◆ EXERCISE PROMPT
In your copy of the data, include no pictures and alter nothing else.

◆ LISTED ENTRIES
----
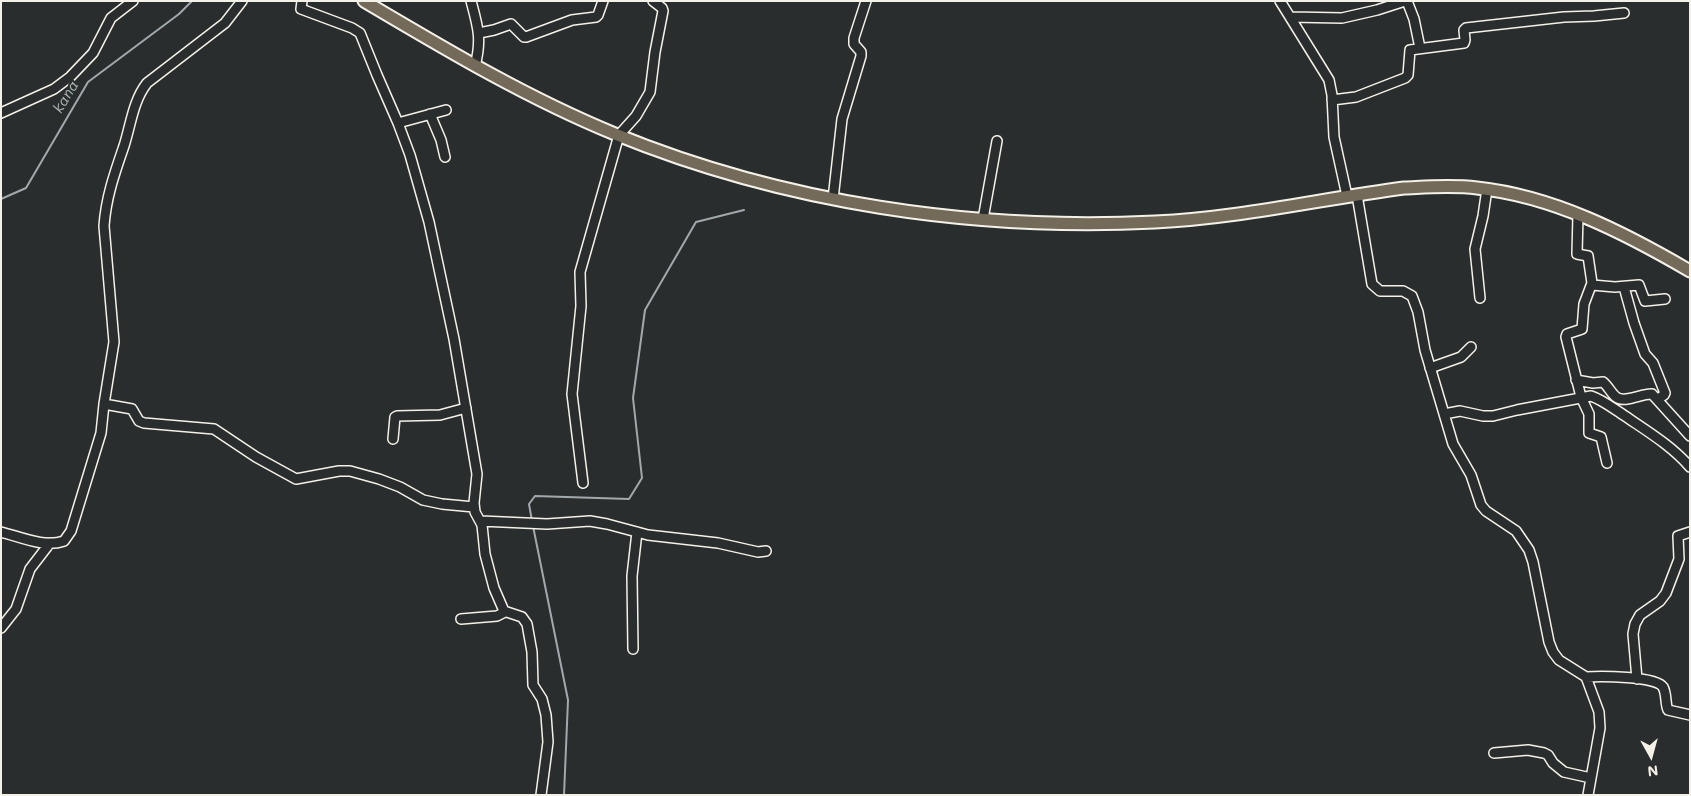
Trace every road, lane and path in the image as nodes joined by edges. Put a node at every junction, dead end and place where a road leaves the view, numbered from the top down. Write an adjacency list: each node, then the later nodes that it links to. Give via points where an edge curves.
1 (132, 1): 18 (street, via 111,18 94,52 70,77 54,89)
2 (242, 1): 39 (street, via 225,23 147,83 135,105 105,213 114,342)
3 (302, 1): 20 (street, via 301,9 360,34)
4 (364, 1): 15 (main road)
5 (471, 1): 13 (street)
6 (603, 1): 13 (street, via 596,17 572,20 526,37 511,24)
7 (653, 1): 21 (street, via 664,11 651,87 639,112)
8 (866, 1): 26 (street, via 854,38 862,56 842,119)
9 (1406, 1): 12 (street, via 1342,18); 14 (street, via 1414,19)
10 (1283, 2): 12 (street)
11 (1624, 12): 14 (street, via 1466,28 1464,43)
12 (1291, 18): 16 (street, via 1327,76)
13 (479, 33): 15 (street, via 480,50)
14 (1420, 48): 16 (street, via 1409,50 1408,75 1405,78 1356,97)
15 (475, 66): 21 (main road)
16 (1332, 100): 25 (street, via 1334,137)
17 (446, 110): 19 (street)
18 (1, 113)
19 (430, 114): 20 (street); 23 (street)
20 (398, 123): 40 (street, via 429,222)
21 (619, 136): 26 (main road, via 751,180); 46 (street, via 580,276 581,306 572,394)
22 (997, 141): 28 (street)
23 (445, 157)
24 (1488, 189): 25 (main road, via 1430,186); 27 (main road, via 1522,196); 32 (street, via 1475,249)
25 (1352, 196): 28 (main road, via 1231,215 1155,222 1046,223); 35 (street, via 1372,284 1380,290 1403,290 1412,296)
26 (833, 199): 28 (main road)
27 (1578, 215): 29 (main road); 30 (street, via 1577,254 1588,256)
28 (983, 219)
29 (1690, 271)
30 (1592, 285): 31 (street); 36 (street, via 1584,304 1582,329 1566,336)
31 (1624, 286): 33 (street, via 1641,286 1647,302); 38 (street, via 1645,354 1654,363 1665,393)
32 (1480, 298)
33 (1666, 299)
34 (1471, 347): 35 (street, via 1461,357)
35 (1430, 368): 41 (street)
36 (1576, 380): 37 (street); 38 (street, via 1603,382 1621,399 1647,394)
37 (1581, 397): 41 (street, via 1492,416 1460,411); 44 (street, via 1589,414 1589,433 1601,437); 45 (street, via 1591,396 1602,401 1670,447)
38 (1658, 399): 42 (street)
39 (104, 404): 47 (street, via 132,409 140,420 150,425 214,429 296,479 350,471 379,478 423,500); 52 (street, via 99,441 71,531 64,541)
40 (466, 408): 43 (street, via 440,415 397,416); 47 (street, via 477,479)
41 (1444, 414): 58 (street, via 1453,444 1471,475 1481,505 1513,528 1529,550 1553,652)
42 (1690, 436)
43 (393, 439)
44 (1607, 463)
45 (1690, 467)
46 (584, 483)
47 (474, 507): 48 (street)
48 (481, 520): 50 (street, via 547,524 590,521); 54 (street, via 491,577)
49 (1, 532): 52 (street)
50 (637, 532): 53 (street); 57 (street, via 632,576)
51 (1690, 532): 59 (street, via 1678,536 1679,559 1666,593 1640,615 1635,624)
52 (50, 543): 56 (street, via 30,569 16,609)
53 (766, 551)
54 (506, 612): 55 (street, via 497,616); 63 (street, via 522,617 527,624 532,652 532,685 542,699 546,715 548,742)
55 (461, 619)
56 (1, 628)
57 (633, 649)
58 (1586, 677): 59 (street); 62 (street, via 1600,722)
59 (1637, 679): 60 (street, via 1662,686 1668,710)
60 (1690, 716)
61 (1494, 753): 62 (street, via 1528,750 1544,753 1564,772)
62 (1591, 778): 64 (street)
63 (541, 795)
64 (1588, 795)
----
◆ EXERCISE SOLUTION
Trace every road, lane and path in the image as nodes joined by edges. Put a node at every junction, dead end and place where a road leaves the view, numbered from the top down. Write an adjacency list: each node, then the later nodes that it links to. Give via points where an edge curves.
1 (132, 1): 18 (street, via 111,18 94,52 70,77 54,89)
2 (242, 1): 39 (street, via 225,23 147,83 135,105 105,213 114,342)
3 (302, 1): 20 (street, via 301,9 360,34)
4 (364, 1): 15 (main road)
5 (471, 1): 13 (street)
6 (603, 1): 13 (street, via 596,17 572,20 526,37 511,24)
7 (653, 1): 21 (street, via 664,11 651,87 639,112)
8 (866, 1): 26 (street, via 854,38 862,56 842,119)
9 (1406, 1): 12 (street, via 1342,18); 14 (street, via 1414,19)
10 (1283, 2): 12 (street)
11 (1624, 12): 14 (street, via 1466,28 1464,43)
12 (1291, 18): 16 (street, via 1327,76)
13 (479, 33): 15 (street, via 480,50)
14 (1420, 48): 16 (street, via 1409,50 1408,75 1405,78 1356,97)
15 (475, 66): 21 (main road)
16 (1332, 100): 25 (street, via 1334,137)
17 (446, 110): 19 (street)
18 (1, 113)
19 (430, 114): 20 (street); 23 (street)
20 (398, 123): 40 (street, via 429,222)
21 (619, 136): 26 (main road, via 751,180); 46 (street, via 580,276 581,306 572,394)
22 (997, 141): 28 (street)
23 (445, 157)
24 (1488, 189): 25 (main road, via 1430,186); 27 (main road, via 1522,196); 32 (street, via 1475,249)
25 (1352, 196): 28 (main road, via 1231,215 1155,222 1046,223); 35 (street, via 1372,284 1380,290 1403,290 1412,296)
26 (833, 199): 28 (main road)
27 (1578, 215): 29 (main road); 30 (street, via 1577,254 1588,256)
28 (983, 219)
29 (1690, 271)
30 (1592, 285): 31 (street); 36 (street, via 1584,304 1582,329 1566,336)
31 (1624, 286): 33 (street, via 1641,286 1647,302); 38 (street, via 1645,354 1654,363 1665,393)
32 (1480, 298)
33 (1666, 299)
34 (1471, 347): 35 (street, via 1461,357)
35 (1430, 368): 41 (street)
36 (1576, 380): 37 (street); 38 (street, via 1603,382 1621,399 1647,394)
37 (1581, 397): 41 (street, via 1492,416 1460,411); 44 (street, via 1589,414 1589,433 1601,437); 45 (street, via 1591,396 1602,401 1670,447)
38 (1658, 399): 42 (street)
39 (104, 404): 47 (street, via 132,409 140,420 150,425 214,429 296,479 350,471 379,478 423,500); 52 (street, via 99,441 71,531 64,541)
40 (466, 408): 43 (street, via 440,415 397,416); 47 (street, via 477,479)
41 (1444, 414): 58 (street, via 1453,444 1471,475 1481,505 1513,528 1529,550 1553,652)
42 (1690, 436)
43 (393, 439)
44 (1607, 463)
45 (1690, 467)
46 (584, 483)
47 (474, 507): 48 (street)
48 (481, 520): 50 (street, via 547,524 590,521); 54 (street, via 491,577)
49 (1, 532): 52 (street)
50 (637, 532): 53 (street); 57 (street, via 632,576)
51 (1690, 532): 59 (street, via 1678,536 1679,559 1666,593 1640,615 1635,624)
52 (50, 543): 56 (street, via 30,569 16,609)
53 (766, 551)
54 (506, 612): 55 (street, via 497,616); 63 (street, via 522,617 527,624 532,652 532,685 542,699 546,715 548,742)
55 (461, 619)
56 (1, 628)
57 (633, 649)
58 (1586, 677): 59 (street); 62 (street, via 1600,722)
59 (1637, 679): 60 (street, via 1662,686 1668,710)
60 (1690, 716)
61 (1494, 753): 62 (street, via 1528,750 1544,753 1564,772)
62 (1591, 778): 64 (street)
63 (541, 795)
64 (1588, 795)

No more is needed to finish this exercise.